Exercise details: Copy every record word for word. The images stay behind.

Stored data
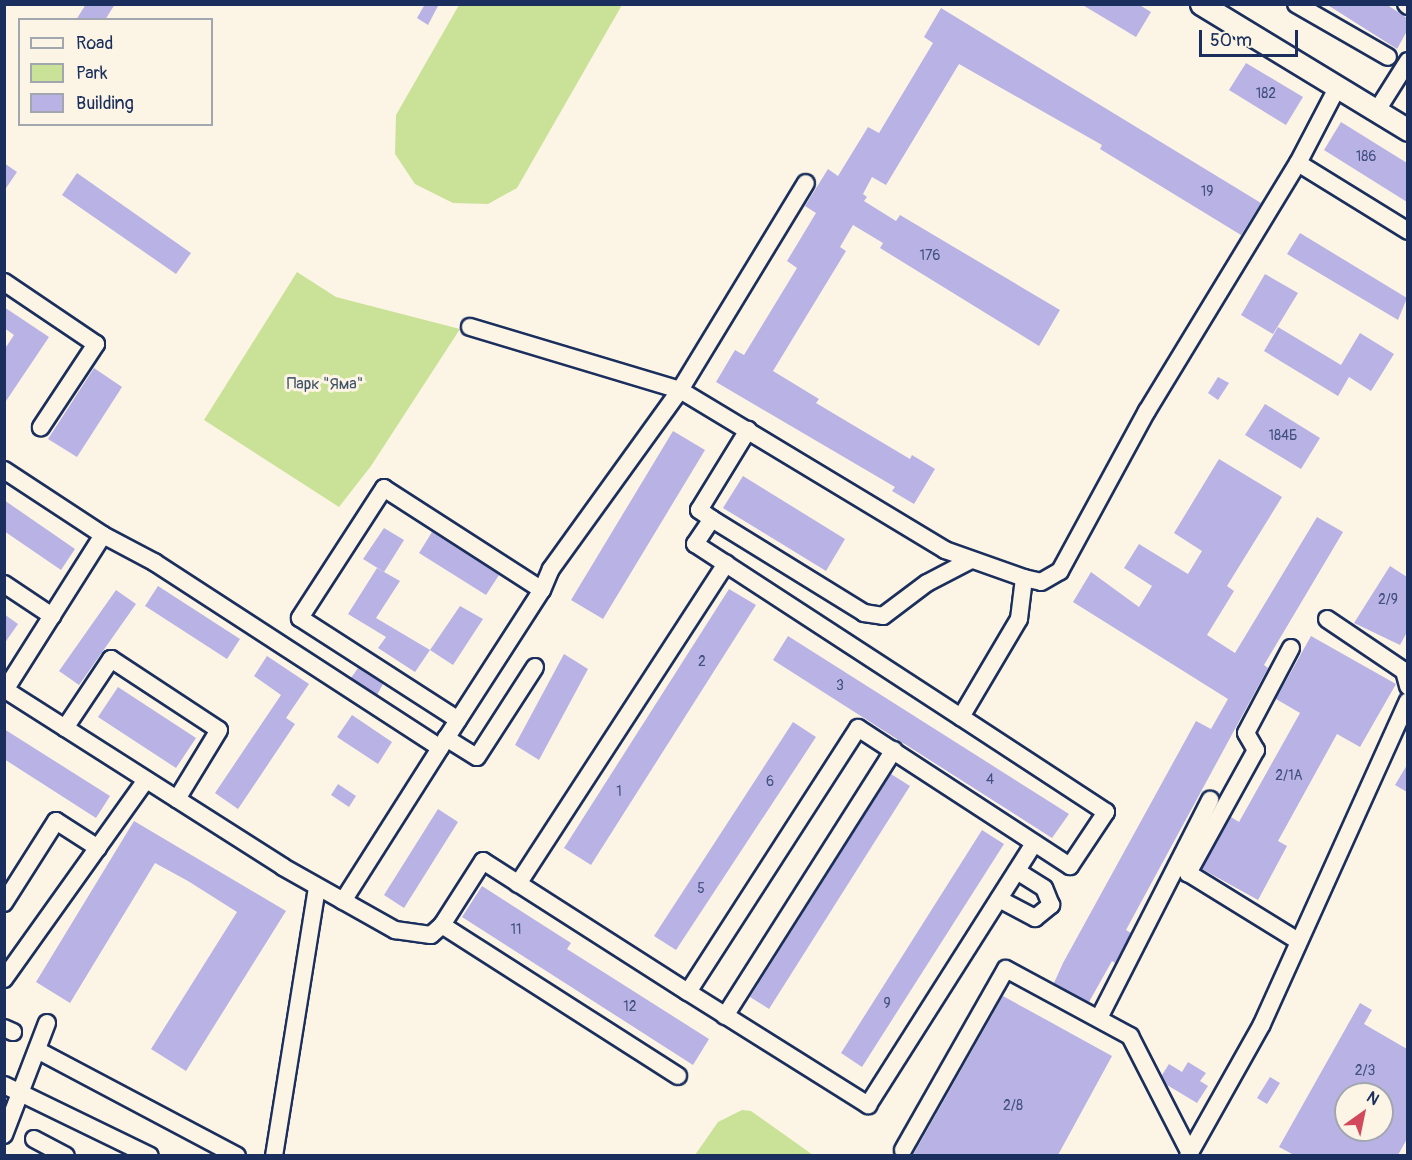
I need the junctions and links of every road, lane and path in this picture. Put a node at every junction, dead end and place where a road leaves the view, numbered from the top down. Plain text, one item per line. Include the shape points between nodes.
1 (1201, 4) edge
2 (1296, 4) edge
3 (1388, 57) dead end
4 (1407, 61) edge
5 (1337, 88) junction
6 (1376, 112) junction
7 (1407, 130) edge
8 (1298, 163) junction
9 (806, 183) dead end
10 (1407, 231) edge
11 (4, 282) edge
12 (470, 327) dead end
13 (680, 390) junction
14 (41, 427) dead end
15 (748, 430) junction
16 (4, 470) edge
17 (712, 519) junction
18 (103, 535) junction
19 (971, 560) junction
20 (726, 564) junction
21 (1024, 578) junction
22 (4, 584) edge
23 (542, 590) junction
24 (52, 616) junction
25 (1327, 619) dead end
26 (1291, 648) dead end
27 (535, 667) dead end
28 (1407, 686) edge
29 (5, 689) edge
30 (1407, 701) edge
31 (961, 717) junction
32 (458, 720) junction
33 (65, 728) junction
34 (443, 743) junction
35 (894, 750) junction
36 (146, 780) junction
37 (177, 800) junction
38 (1210, 800) dead end
39 (1034, 843) junction
40 (98, 848) dead end
41 (1017, 870) junction
42 (518, 884) junction
43 (317, 888) junction
44 (999, 899) junction
45 (343, 901) junction
46 (4, 903) edge
47 (442, 925) junction
48 (1298, 941) junction
49 (4, 979) edge
50 (688, 992) junction
51 (725, 1016) junction
52 (1099, 1018) junction
53 (47, 1023) dead end
54 (39, 1051) junction
55 (678, 1076) dead end
56 (4, 1085) edge
57 (21, 1090) junction
58 (4, 1135) edge
59 (34, 1139) dead end
60 (903, 1150) dead end
61 (1189, 1154) edge
62 (66, 1155) edge
63 (150, 1155) edge
64 (237, 1155) edge
65 (274, 1155) edge

1 - 5 main road
2 - 3 street
4 - 6 street
5 - 6 main road
5 - 8 street
6 - 7 main road
8 - 10 street
8 - 21 street via 1142,421 1060,571 1041,582
9 - 13 street
11 - 14 street via 96,344
12 - 13 street
13 - 15 street
13 - 23 street via 551,569
15 - 17 street via 699,510
15 - 19 street via 945,550
16 - 18 street
17 - 19 street via 864,613 883,616 927,583
17 - 20 street via 695,544
18 - 24 street
18 - 34 street via 154,562
19 - 21 street
20 - 31 street
20 - 42 street
21 - 31 street via 1019,619
22 - 24 street
23 - 32 street
23 - 32 street via 384,488 300,618
24 - 29 street
25 - 28 street via 1404,670
26 - 48 street via 1246,734 1256,750 1188,873
27 - 34 street via 477,758
29 - 33 street
30 - 48 street
31 - 39 street via 1106,812 1070,866
32 - 34 street
33 - 36 street
33 - 37 street via 111,658 219,730
34 - 45 street
35 - 39 street
35 - 50 street via 858,728
35 - 51 street
36 - 37 street
36 - 49 street
37 - 43 street
38 - 52 street
39 - 41 street
40 - 46 street via 56,821
41 - 44 street
41 - 44 street via 1044,888 1051,905 1035,918
42 - 47 street via 483,861
42 - 50 street
43 - 45 street
43 - 65 street
44 - 51 street via 868,1105
45 - 47 street via 416,936 430,935
47 - 55 street
48 - 61 street via 1262,1024
50 - 51 street
52 - 60 street via 1006,969
52 - 61 street via 1130,1036
53 - 54 street
54 - 57 street
54 - 64 street
56 - 57 street
57 - 58 street
57 - 63 street
59 - 62 street

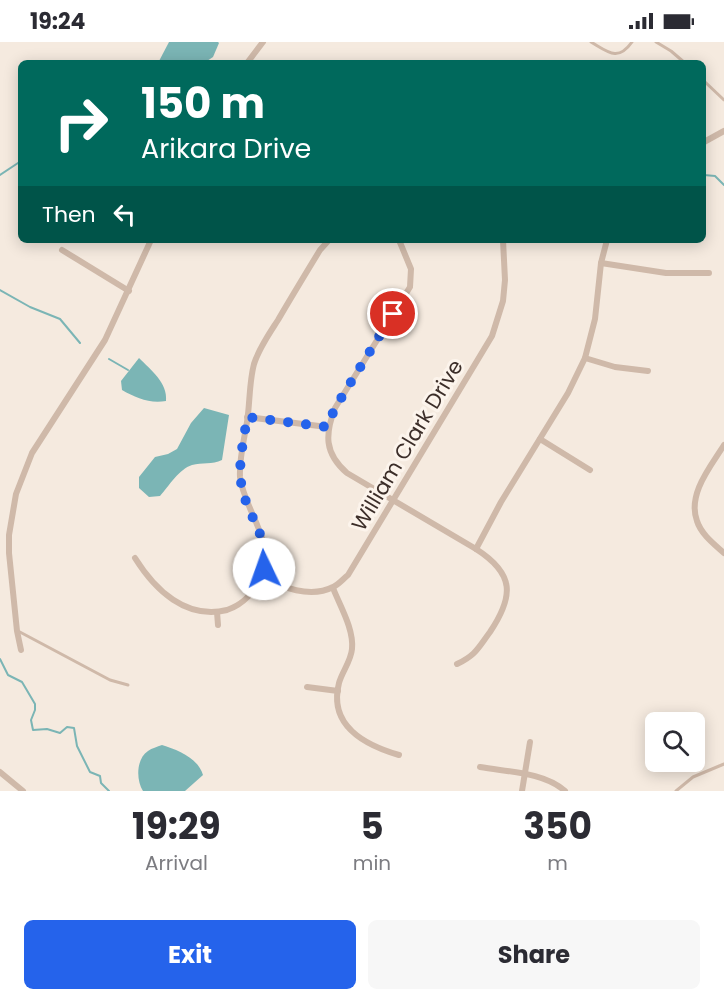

Response box:
I need the junctions and links of every road, lane and path in this picture. Put a node at every junction, dead end and place where a road leaves the view, numbered from the top down. Plain text, one item per line. Include the shape points between nodes.
1 (1201, 4) edge
2 (1296, 4) edge
3 (1388, 57) dead end
4 (1407, 61) edge
5 (1337, 88) junction
6 (1376, 112) junction
7 (1407, 130) edge
8 (1298, 163) junction
9 (806, 183) dead end
10 (1407, 231) edge
11 (4, 282) edge
12 (470, 327) dead end
13 (680, 390) junction
14 (41, 427) dead end
15 (748, 430) junction
16 (4, 470) edge
17 (712, 519) junction
18 (103, 535) junction
19 (971, 560) junction
20 (726, 564) junction
21 (1024, 578) junction
22 (4, 584) edge
23 (542, 590) junction
24 (52, 616) junction
25 (1327, 619) dead end
26 (1291, 648) dead end
27 (535, 667) dead end
28 (1407, 686) edge
29 (5, 689) edge
30 (1407, 701) edge
31 (961, 717) junction
32 (458, 720) junction
33 (65, 728) junction
34 (443, 743) junction
35 (894, 750) junction
36 (146, 780) junction
37 (177, 800) junction
38 (1210, 800) dead end
39 (1034, 843) junction
40 (98, 848) dead end
41 (1017, 870) junction
42 (518, 884) junction
43 (317, 888) junction
44 (999, 899) junction
45 (343, 901) junction
46 (4, 903) edge
47 (442, 925) junction
48 (1298, 941) junction
49 (4, 979) edge
50 (688, 992) junction
51 (725, 1016) junction
52 (1099, 1018) junction
53 (47, 1023) dead end
54 (39, 1051) junction
55 (678, 1076) dead end
56 (4, 1085) edge
57 (21, 1090) junction
58 (4, 1135) edge
59 (34, 1139) dead end
60 (903, 1150) dead end
61 (1189, 1154) edge
62 (66, 1155) edge
63 (150, 1155) edge
64 (237, 1155) edge
65 (274, 1155) edge

1 - 5 main road
2 - 3 street
4 - 6 street
5 - 6 main road
5 - 8 street
6 - 7 main road
8 - 10 street
8 - 21 street via 1142,421 1060,571 1041,582
9 - 13 street
11 - 14 street via 96,344
12 - 13 street
13 - 15 street
13 - 23 street via 551,569
15 - 17 street via 699,510
15 - 19 street via 945,550
16 - 18 street
17 - 19 street via 864,613 883,616 927,583
17 - 20 street via 695,544
18 - 24 street
18 - 34 street via 154,562
19 - 21 street
20 - 31 street
20 - 42 street
21 - 31 street via 1019,619
22 - 24 street
23 - 32 street
23 - 32 street via 384,488 300,618
24 - 29 street
25 - 28 street via 1404,670
26 - 48 street via 1246,734 1256,750 1188,873
27 - 34 street via 477,758
29 - 33 street
30 - 48 street
31 - 39 street via 1106,812 1070,866
32 - 34 street
33 - 36 street
33 - 37 street via 111,658 219,730
34 - 45 street
35 - 39 street
35 - 50 street via 858,728
35 - 51 street
36 - 37 street
36 - 49 street
37 - 43 street
38 - 52 street
39 - 41 street
40 - 46 street via 56,821
41 - 44 street
41 - 44 street via 1044,888 1051,905 1035,918
42 - 47 street via 483,861
42 - 50 street
43 - 45 street
43 - 65 street
44 - 51 street via 868,1105
45 - 47 street via 416,936 430,935
47 - 55 street
48 - 61 street via 1262,1024
50 - 51 street
52 - 60 street via 1006,969
52 - 61 street via 1130,1036
53 - 54 street
54 - 57 street
54 - 64 street
56 - 57 street
57 - 58 street
57 - 63 street
59 - 62 street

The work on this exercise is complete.